Netscape Navigator 9 Released – The Social Browser Has Landed

The 1994 iteration of the Netscape Navigator browser was named as the number one technology-related product of all time by PC World. It wasn’t until the browser was released by Netscape Communications that the internet revolution began. And after over a decade, with today’s release of the 2007 iteration of the Netscape Navigator browser version 9.0, Netscape brings to you the social media revolution.
As pointed out in the PC World mention, the Netscape browser was the reason people started spending countless hours on the web. Unfortunately, though, Netscape couldn’t keep up with the times and was eventually overcome by Internet Explorer. The web has changed drastically in the past decade, and with the rise of social media as a key component of the web, having taken the browser for a spin, I wouldn’t advise betting against Netscape this time.
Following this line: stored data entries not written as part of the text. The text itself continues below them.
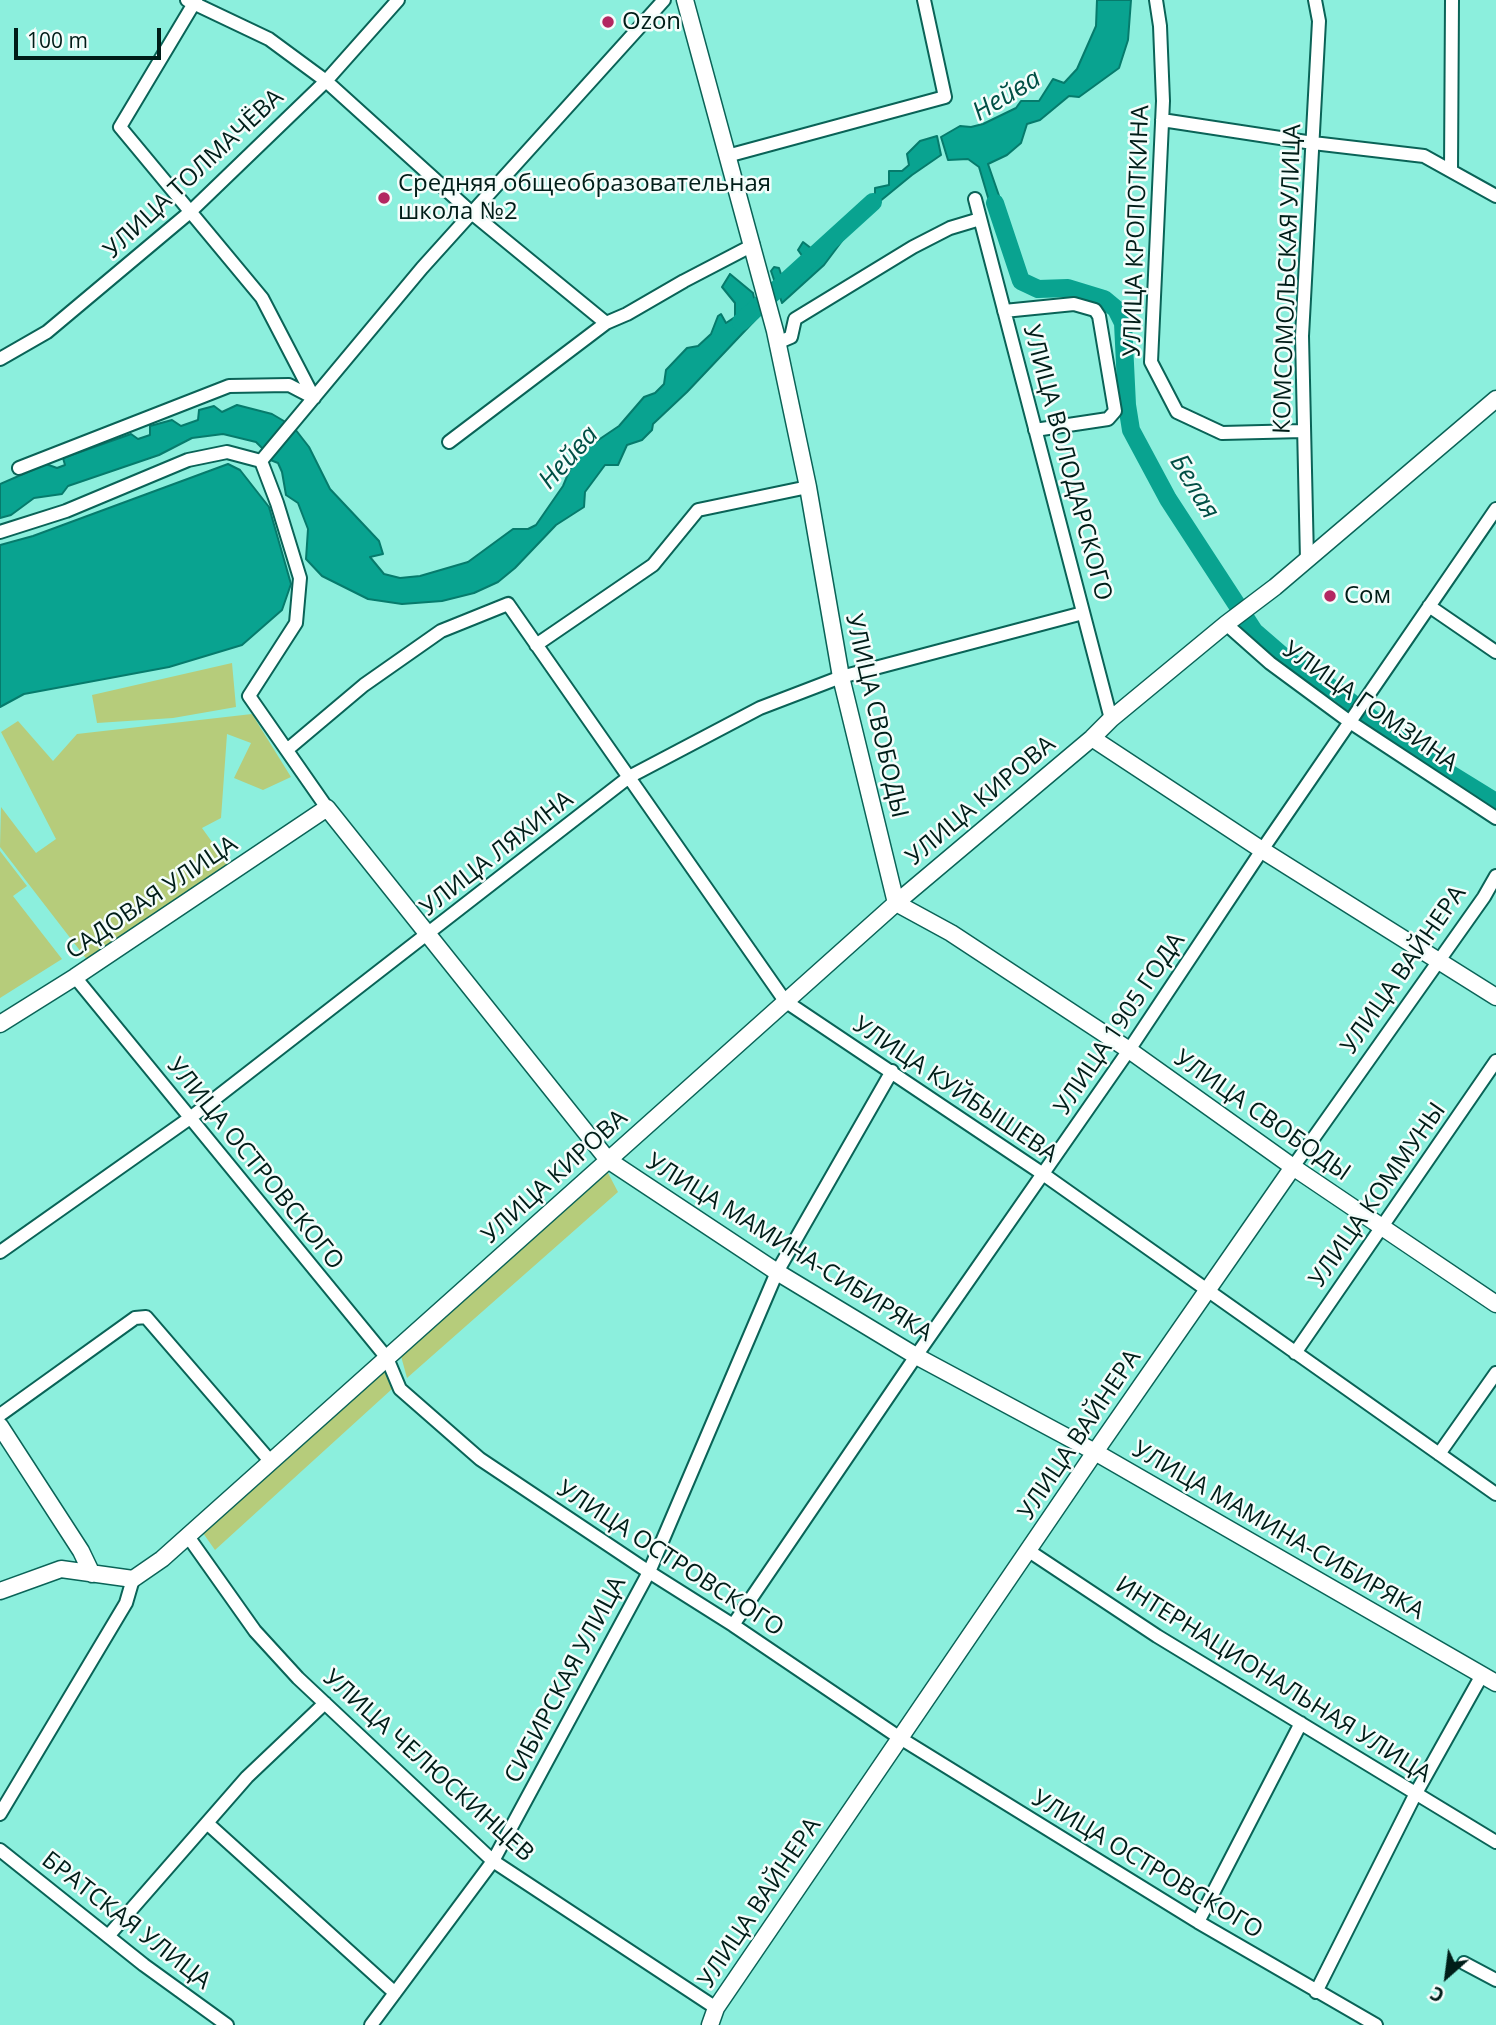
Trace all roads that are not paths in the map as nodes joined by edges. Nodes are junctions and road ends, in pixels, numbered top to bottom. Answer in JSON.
{"nodes":[{"id":1,"x":398,"y":0,"type":"edge"},
{"id":2,"x":664,"y":0,"type":"edge"},
{"id":3,"x":685,"y":0,"type":"edge"},
{"id":4,"x":924,"y":0,"type":"edge"},
{"id":5,"x":1156,"y":0,"type":"edge"},
{"id":6,"x":1315,"y":0,"type":"edge"},
{"id":7,"x":1452,"y":0,"type":"edge"},
{"id":8,"x":192,"y":1,"type":"edge"},
{"id":9,"x":326,"y":80,"type":"junction"},
{"id":10,"x":1162,"y":120,"type":"junction"},
{"id":11,"x":1313,"y":143,"type":"junction"},
{"id":12,"x":727,"y":156,"type":"junction"},
{"id":13,"x":1451,"y":171,"type":"junction"},
{"id":14,"x":1496,"y":197,"type":"edge"},
{"id":15,"x":975,"y":199,"type":"dead end"},
{"id":16,"x":190,"y":212,"type":"junction"},
{"id":17,"x":473,"y":214,"type":"junction"},
{"id":18,"x":980,"y":219,"type":"junction"},
{"id":19,"x":752,"y":245,"type":"junction"},
{"id":20,"x":1004,"y":311,"type":"junction"},
{"id":21,"x":606,"y":323,"type":"junction"},
{"id":22,"x":776,"y":337,"type":"junction"},
{"id":23,"x":0,"y":359,"type":"edge"},
{"id":24,"x":314,"y":398,"type":"junction"},
{"id":25,"x":1496,"y":399,"type":"edge"},
{"id":26,"x":1035,"y":430,"type":"junction"},
{"id":27,"x":1303,"y":431,"type":"junction"},
{"id":28,"x":449,"y":442,"type":"dead end"},
{"id":29,"x":261,"y":461,"type":"junction"},
{"id":30,"x":19,"y":468,"type":"dead end"},
{"id":31,"x":808,"y":487,"type":"junction"},
{"id":32,"x":1496,"y":509,"type":"edge"},
{"id":33,"x":0,"y":532,"type":"edge"},
{"id":34,"x":1307,"y":560,"type":"junction"},
{"id":35,"x":1429,"y":606,"type":"junction"},
{"id":36,"x":1083,"y":613,"type":"junction"},
{"id":37,"x":1220,"y":629,"type":"junction"},
{"id":38,"x":536,"y":645,"type":"junction"},
{"id":39,"x":1496,"y":652,"type":"edge"},
{"id":40,"x":841,"y":677,"type":"junction"},
{"id":41,"x":1111,"y":719,"type":"junction"},
{"id":42,"x":1350,"y":722,"type":"junction"},
{"id":43,"x":1092,"y":738,"type":"junction"},
{"id":44,"x":288,"y":749,"type":"junction"},
{"id":45,"x":629,"y":777,"type":"junction"},
{"id":46,"x":327,"y":808,"type":"junction"},
{"id":47,"x":1496,"y":818,"type":"edge"},
{"id":48,"x":1262,"y":850,"type":"junction"},
{"id":49,"x":1496,"y":876,"type":"edge"},
{"id":50,"x":896,"y":903,"type":"junction"},
{"id":51,"x":429,"y":933,"type":"junction"},
{"id":52,"x":1438,"y":961,"type":"junction"},
{"id":53,"x":75,"y":977,"type":"junction"},
{"id":54,"x":1496,"y":997,"type":"edge"},
{"id":55,"x":785,"y":1001,"type":"junction"},
{"id":56,"x":0,"y":1024,"type":"edge"},
{"id":57,"x":1129,"y":1050,"type":"junction"},
{"id":58,"x":1496,"y":1061,"type":"edge"},
{"id":59,"x":892,"y":1071,"type":"junction"},
{"id":60,"x":190,"y":1118,"type":"junction"},
{"id":61,"x":608,"y":1160,"type":"junction"},
{"id":62,"x":1293,"y":1167,"type":"junction"},
{"id":63,"x":1043,"y":1174,"type":"junction"},
{"id":64,"x":1382,"y":1226,"type":"junction"},
{"id":65,"x":0,"y":1252,"type":"edge"},
{"id":66,"x":777,"y":1272,"type":"junction"},
{"id":67,"x":1208,"y":1292,"type":"junction"},
{"id":68,"x":1496,"y":1304,"type":"edge"},
{"id":69,"x":1295,"y":1353,"type":"junction"},
{"id":70,"x":916,"y":1356,"type":"junction"},
{"id":71,"x":387,"y":1358,"type":"junction"},
{"id":72,"x":1496,"y":1373,"type":"edge"},
{"id":73,"x":0,"y":1415,"type":"edge"},
{"id":74,"x":0,"y":1426,"type":"edge"},
{"id":75,"x":1095,"y":1452,"type":"junction"},
{"id":76,"x":1439,"y":1454,"type":"junction"},
{"id":77,"x":271,"y":1462,"type":"junction"},
{"id":78,"x":1496,"y":1494,"type":"edge"},
{"id":79,"x":187,"y":1535,"type":"junction"},
{"id":80,"x":1029,"y":1551,"type":"junction"},
{"id":81,"x":649,"y":1572,"type":"junction"},
{"id":82,"x":92,"y":1574,"type":"junction"},
{"id":83,"x":133,"y":1579,"type":"junction"},
{"id":84,"x":0,"y":1591,"type":"edge"},
{"id":85,"x":733,"y":1625,"type":"junction"},
{"id":86,"x":1489,"y":1679,"type":"edge"},
{"id":87,"x":325,"y":1703,"type":"junction"},
{"id":88,"x":1301,"y":1723,"type":"junction"},
{"id":89,"x":900,"y":1738,"type":"junction"},
{"id":90,"x":1416,"y":1793,"type":"junction"},
{"id":91,"x":0,"y":1814,"type":"edge"},
{"id":92,"x":207,"y":1823,"type":"junction"},
{"id":93,"x":1496,"y":1842,"type":"edge"},
{"id":94,"x":0,"y":1850,"type":"edge"},
{"id":95,"x":493,"y":1861,"type":"junction"},
{"id":96,"x":1198,"y":1922,"type":"junction"},
{"id":97,"x":109,"y":1934,"type":"junction"},
{"id":98,"x":1464,"y":1963,"type":"dead end"},
{"id":99,"x":1496,"y":1980,"type":"edge"},
{"id":100,"x":1316,"y":1992,"type":"junction"},
{"id":101,"x":395,"y":1993,"type":"junction"},
{"id":102,"x":716,"y":2008,"type":"junction"},
{"id":103,"x":227,"y":2025,"type":"edge"},
{"id":104,"x":371,"y":2025,"type":"edge"},
{"id":105,"x":710,"y":2025,"type":"edge"},
{"id":106,"x":1376,"y":2025,"type":"edge"}],
"edges":[{"from":1,"to":9,"type":"street","name":"УЛИЦА ТОЛМАЧЁВА"},
{"from":2,"to":17,"type":"street"},
{"from":3,"to":12,"type":"main road","name":"УЛИЦА СВОБОДЫ"},
{"from":4,"to":12,"type":"street"},
{"from":5,"to":10,"type":"street","name":"УЛИЦА КРОПОТКИНА"},
{"from":6,"to":11,"type":"street","name":"КОМСОМОЛЬСКАЯ УЛИЦА"},
{"from":7,"to":13,"type":"street"},
{"from":8,"to":9,"type":"street"},
{"from":8,"to":16,"type":"street"},
{"from":9,"to":16,"type":"street","name":"УЛИЦА ТОЛМАЧЁВА"},
{"from":9,"to":17,"type":"street"},
{"from":10,"to":11,"type":"street"},
{"from":10,"to":27,"type":"street","name":"УЛИЦА КРОПОТКИНА"},
{"from":11,"to":13,"type":"street"},
{"from":11,"to":27,"type":"street","name":"КОМСОМОЛЬСКАЯ УЛИЦА"},
{"from":12,"to":19,"type":"main road","name":"УЛИЦА СВОБОДЫ"},
{"from":13,"to":14,"type":"street"},
{"from":15,"to":18,"type":"street","name":"УЛИЦА ВОЛОДАРСКОГО"},
{"from":16,"to":23,"type":"street","name":"УЛИЦА ТОЛМАЧЁВА"},
{"from":16,"to":24,"type":"street"},
{"from":17,"to":21,"type":"street"},
{"from":17,"to":24,"type":"street"},
{"from":18,"to":20,"type":"street","name":"УЛИЦА ВОЛОДАРСКОГО"},
{"from":18,"to":22,"type":"street"},
{"from":19,"to":21,"type":"street"},
{"from":19,"to":22,"type":"main road","name":"УЛИЦА СВОБОДЫ"},
{"from":20,"to":26,"type":"street","name":"УЛИЦА ВОЛОДАРСКОГО"},
{"from":20,"to":26,"type":"street","name":"УЛИЦА КРОПОТКИНА"},
{"from":21,"to":28,"type":"street"},
{"from":22,"to":31,"type":"main road","name":"УЛИЦА СВОБОДЫ"},
{"from":24,"to":29,"type":"street"},
{"from":24,"to":30,"type":"street"},
{"from":25,"to":34,"type":"main road"},
{"from":26,"to":36,"type":"street","name":"УЛИЦА ВОЛОДАРСКОГО"},
{"from":27,"to":34,"type":"street","name":"КОМСОМОЛЬСКАЯ УЛИЦА"},
{"from":29,"to":33,"type":"street"},
{"from":29,"to":44,"type":"street","name":"УЛИЦА МАМИНА-СИБИРЯКА"},
{"from":31,"to":38,"type":"street"},
{"from":31,"to":40,"type":"main road","name":"УЛИЦА СВОБОДЫ"},
{"from":32,"to":35,"type":"street"},
{"from":34,"to":37,"type":"main road","name":"УЛИЦА КИРОВА"},
{"from":35,"to":39,"type":"street"},
{"from":35,"to":42,"type":"street","name":"УЛИЦА 1905 ГОДА"},
{"from":36,"to":40,"type":"street","name":"УЛИЦА ЛЯХИНА"},
{"from":36,"to":41,"type":"street","name":"УЛИЦА ВОЛОДАРСКОГО"},
{"from":37,"to":41,"type":"main road","name":"УЛИЦА КИРОВА"},
{"from":37,"to":42,"type":"street","name":"УЛИЦА ГОМЗИНА"},
{"from":38,"to":44,"type":"street","name":"УЛИЦА КУЙБЫШЕВА"},
{"from":38,"to":45,"type":"street","name":"УЛИЦА КУЙБЫШЕВА"},
{"from":40,"to":45,"type":"street","name":"УЛИЦА ЛЯХИНА"},
{"from":40,"to":50,"type":"main road","name":"УЛИЦА СВОБОДЫ"},
{"from":41,"to":43,"type":"main road","name":"УЛИЦА КИРОВА"},
{"from":42,"to":47,"type":"street","name":"УЛИЦА ГОМЗИНА"},
{"from":42,"to":48,"type":"street","name":"УЛИЦА 1905 ГОДА"},
{"from":43,"to":48,"type":"main road"},
{"from":43,"to":50,"type":"main road","name":"УЛИЦА КИРОВА"},
{"from":44,"to":46,"type":"street","name":"УЛИЦА МАМИНА-СИБИРЯКА"},
{"from":45,"to":51,"type":"street","name":"УЛИЦА ЛЯХИНА"},
{"from":45,"to":55,"type":"street","name":"УЛИЦА КУЙБЫШЕВА"},
{"from":46,"to":51,"type":"main road","name":"УЛИЦА МАМИНА-СИБИРЯКА"},
{"from":46,"to":53,"type":"main road","name":"САДОВАЯ УЛИЦА"},
{"from":48,"to":52,"type":"main road"},
{"from":48,"to":57,"type":"street","name":"УЛИЦА 1905 ГОДА"},
{"from":49,"to":52,"type":"street","name":"УЛИЦА ВАЙНЕРА"},
{"from":50,"to":55,"type":"main road","name":"УЛИЦА КИРОВА"},
{"from":50,"to":57,"type":"main road","name":"УЛИЦА СВОБОДЫ"},
{"from":51,"to":60,"type":"street","name":"УЛИЦА ЛЯХИНА"},
{"from":51,"to":61,"type":"main road","name":"УЛИЦА МАМИНА-СИБИРЯКА"},
{"from":52,"to":54,"type":"main road"},
{"from":52,"to":62,"type":"street","name":"УЛИЦА ВАЙНЕРА"},
{"from":53,"to":56,"type":"main road","name":"САДОВАЯ УЛИЦА"},
{"from":53,"to":60,"type":"street","name":"УЛИЦА ОСТРОВСКОГО"},
{"from":55,"to":59,"type":"street","name":"УЛИЦА КУЙБЫШЕВА"},
{"from":55,"to":61,"type":"main road","name":"УЛИЦА КИРОВА"},
{"from":57,"to":62,"type":"main road","name":"УЛИЦА СВОБОДЫ"},
{"from":57,"to":63,"type":"street","name":"УЛИЦА 1905 ГОДА"},
{"from":58,"to":64,"type":"street","name":"УЛИЦА КОММУНЫ"},
{"from":59,"to":63,"type":"street","name":"УЛИЦА КУЙБЫШЕВА"},
{"from":59,"to":66,"type":"street","name":"СИБИРСКАЯ УЛИЦА"},
{"from":60,"to":65,"type":"street","name":"УЛИЦА ЛЯХИНА"},
{"from":60,"to":71,"type":"street","name":"УЛИЦА ОСТРОВСКОГО"},
{"from":61,"to":66,"type":"main road","name":"УЛИЦА МАМИНА-СИБИРЯКА"},
{"from":61,"to":71,"type":"main road","name":"УЛИЦА КИРОВА"},
{"from":62,"to":64,"type":"main road","name":"УЛИЦА СВОБОДЫ"},
{"from":62,"to":67,"type":"main road","name":"УЛИЦА ВАЙНЕРА"},
{"from":63,"to":67,"type":"street","name":"УЛИЦА КУЙБЫШЕВА"},
{"from":63,"to":70,"type":"street","name":"УЛИЦА 1905 ГОДА"},
{"from":64,"to":68,"type":"main road","name":"УЛИЦА СВОБОДЫ"},
{"from":64,"to":69,"type":"street","name":"УЛИЦА КОММУНЫ"},
{"from":66,"to":70,"type":"main road","name":"УЛИЦА МАМИНА-СИБИРЯКА"},
{"from":66,"to":81,"type":"street","name":"СИБИРСКАЯ УЛИЦА"},
{"from":67,"to":69,"type":"street","name":"УЛИЦА КУЙБЫШЕВА"},
{"from":67,"to":75,"type":"main road","name":"УЛИЦА ВАЙНЕРА"},
{"from":69,"to":76,"type":"street","name":"УЛИЦА КУЙБЫШЕВА"},
{"from":70,"to":75,"type":"main road","name":"УЛИЦА МАМИНА-СИБИРЯКА"},
{"from":70,"to":85,"type":"street","name":"УЛИЦА 1905 ГОДА"},
{"from":71,"to":77,"type":"main road","name":"УЛИЦА КИРОВА"},
{"from":71,"to":81,"type":"street","name":"УЛИЦА ОСТРОВСКОГО"},
{"from":72,"to":76,"type":"street"},
{"from":73,"to":77,"type":"street"},
{"from":74,"to":82,"type":"main road"},
{"from":75,"to":80,"type":"main road","name":"УЛИЦА ВАЙНЕРА"},
{"from":75,"to":86,"type":"main road","name":"УЛИЦА МАМИНА-СИБИРЯКА"},
{"from":76,"to":78,"type":"street","name":"УЛИЦА КУЙБЫШЕВА"},
{"from":77,"to":79,"type":"main road","name":"УЛИЦА КИРОВА"},
{"from":79,"to":83,"type":"main road","name":"УЛИЦА КИРОВА"},
{"from":79,"to":87,"type":"street","name":"УЛИЦА ЧЕЛЮСКИНЦЕВ"},
{"from":80,"to":88,"type":"street","name":"ИНТЕРНАЦИОНАЛЬНАЯ УЛИЦА"},
{"from":80,"to":89,"type":"main road","name":"УЛИЦА ВАЙНЕРА"},
{"from":81,"to":85,"type":"street","name":"УЛИЦА ОСТРОВСКОГО"},
{"from":81,"to":95,"type":"street","name":"СИБИРСКАЯ УЛИЦА"},
{"from":82,"to":83,"type":"main road"},
{"from":82,"to":84,"type":"main road"},
{"from":83,"to":91,"type":"street"},
{"from":85,"to":89,"type":"street","name":"УЛИЦА ОСТРОВСКОГО"},
{"from":86,"to":90,"type":"street"},
{"from":87,"to":92,"type":"street"},
{"from":87,"to":95,"type":"street","name":"УЛИЦА ЧЕЛЮСКИНЦЕВ"},
{"from":88,"to":90,"type":"street","name":"ИНТЕРНАЦИОНАЛЬНАЯ УЛИЦА"},
{"from":88,"to":96,"type":"street"},
{"from":89,"to":96,"type":"street","name":"УЛИЦА ОСТРОВСКОГО"},
{"from":89,"to":102,"type":"main road","name":"УЛИЦА ВАЙНЕРА"},
{"from":90,"to":93,"type":"street","name":"ИНТЕРНАЦИОНАЛЬНАЯ УЛИЦА"},
{"from":90,"to":100,"type":"street"},
{"from":92,"to":97,"type":"street"},
{"from":92,"to":101,"type":"street"},
{"from":94,"to":97,"type":"street","name":"БРАТСКАЯ УЛИЦА"},
{"from":95,"to":101,"type":"street","name":"СИБИРСКАЯ УЛИЦА"},
{"from":95,"to":102,"type":"street","name":"УЛИЦА ЧЕЛЮСКИНЦЕВ"},
{"from":96,"to":100,"type":"street","name":"УЛИЦА ОСТРОВСКОГО"},
{"from":97,"to":103,"type":"street","name":"БРАТСКАЯ УЛИЦА"},
{"from":98,"to":99,"type":"street"},
{"from":100,"to":106,"type":"street","name":"УЛИЦА ОСТРОВСКОГО"},
{"from":101,"to":104,"type":"street","name":"СИБИРСКАЯ УЛИЦА"},
{"from":102,"to":105,"type":"main road","name":"УЛИЦА ВАЙНЕРА"}]}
You may have heard about the Netscape.com redesign of last June, which signaled the start of a long-term strategy at Netscape to not only embrace the social web but push it to it’s limits. The team at Netscape received a lot of criticism due to the similarities between the newly redesigned news portal and Digg.com, which was perceived as its biggest rival as a result of the redesign. While each social news site–whether it be Digg, Netscape, Reddit, or a less prominent one–has its charm, none can maintain the loyalty of its audience unless they keep innovating and strive to provide the best possible experience for their respective communities. Having said that, let’s see how the browser streamlines and enhances your everyday Netscape community member’s experience on the social web.
While there are two main ‘social’ features in the browser, it also provides us with several less readily apparent but intuitive enhancements.
Social Integration - Arguably the main reason to use the browser is for its integration with the Netscape.com social news portal. Not only can you now submit and vote on (or sink) content directly from the browser without requiring a website to have a ‘submit content’ button/widget installed, but you can also follow what your friends doing, keep up-to-date on site-mail communications, and just see what the latest updates on Netscape are through a handy sidebar within the browser.
###Submitting Content
Submitting content has never been easier. Surf the web as you would like on any day, and whenever you see a page that you think is worth sharing with other people, here’s what you do.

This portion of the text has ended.